Despite her injuries, she is most concerned about her children’s welfare because in her condition — she cannot even take care of herself — she is in no position to care for them. She cried as she said, “Who is going to take care of my kids?”

Chann said she doubts that she will ever meet anyone as good as her husband again. She and Ngo were happily married for 10 years. “I love him so much — he had a good heart, and he was a good father. He really cared for his family. Nothing can replace him.”

Sandy Johnson, a next door neighbor, was visibly upset after hearing the news. “He was such a nice guy, if at times a little hard to understand — we would chat when he came out on the porch for a smoke, and we’d take turns mowing the lawn. It was his turn.”

Ngo’s younger brother, Bao Nguyen, said, “He was a humble, caring man with a very genuine smile. You could tell he really cared about the people around him. He was a wonderful father and husband.
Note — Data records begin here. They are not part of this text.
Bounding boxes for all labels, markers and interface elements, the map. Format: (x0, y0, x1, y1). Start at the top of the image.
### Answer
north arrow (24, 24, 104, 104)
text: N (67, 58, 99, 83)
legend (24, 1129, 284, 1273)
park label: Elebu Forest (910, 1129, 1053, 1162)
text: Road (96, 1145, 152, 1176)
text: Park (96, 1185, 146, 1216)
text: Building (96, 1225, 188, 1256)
At the hospital, my sister-in-law kept saying, ‘He was a good husband. He was a good husband.’ ”

Ngo’s sister, Thoai-Huong Ngo, was one of the first family members to arrive at Harborview Medical Center after he was admitted. She recalled, “When they showed me the watch he had been wearing that day, I knew, and I passed out.”

She also remembers her brother as a kind and generous man, always smiling, loving, and happy. “He was healthy and strong. He did good things for the community. Why did they take his life away?” she said. Gesturing toward her family, who were also weeping silently, she added, “We all really miss him.” Ngo’s mother, Minh-Thu Nguyen, nodded in agreement as she stood stoically by her daughter’s side.

Chann, still sobbing, continually reached out to caress her grief-stricken children. She whispered “Mommy is trying. I will take care of you.” ♦

Ngo’s funeral will be held Saturday, April 30 at Columbia Funeral Home, 4567 Rainier Ave. S., Seattle. The family will also be there this Thursday and Friday from 1–7 p.m. Witnesses of the accident should contact Det. Ruth Medeiros at 425-401-7719.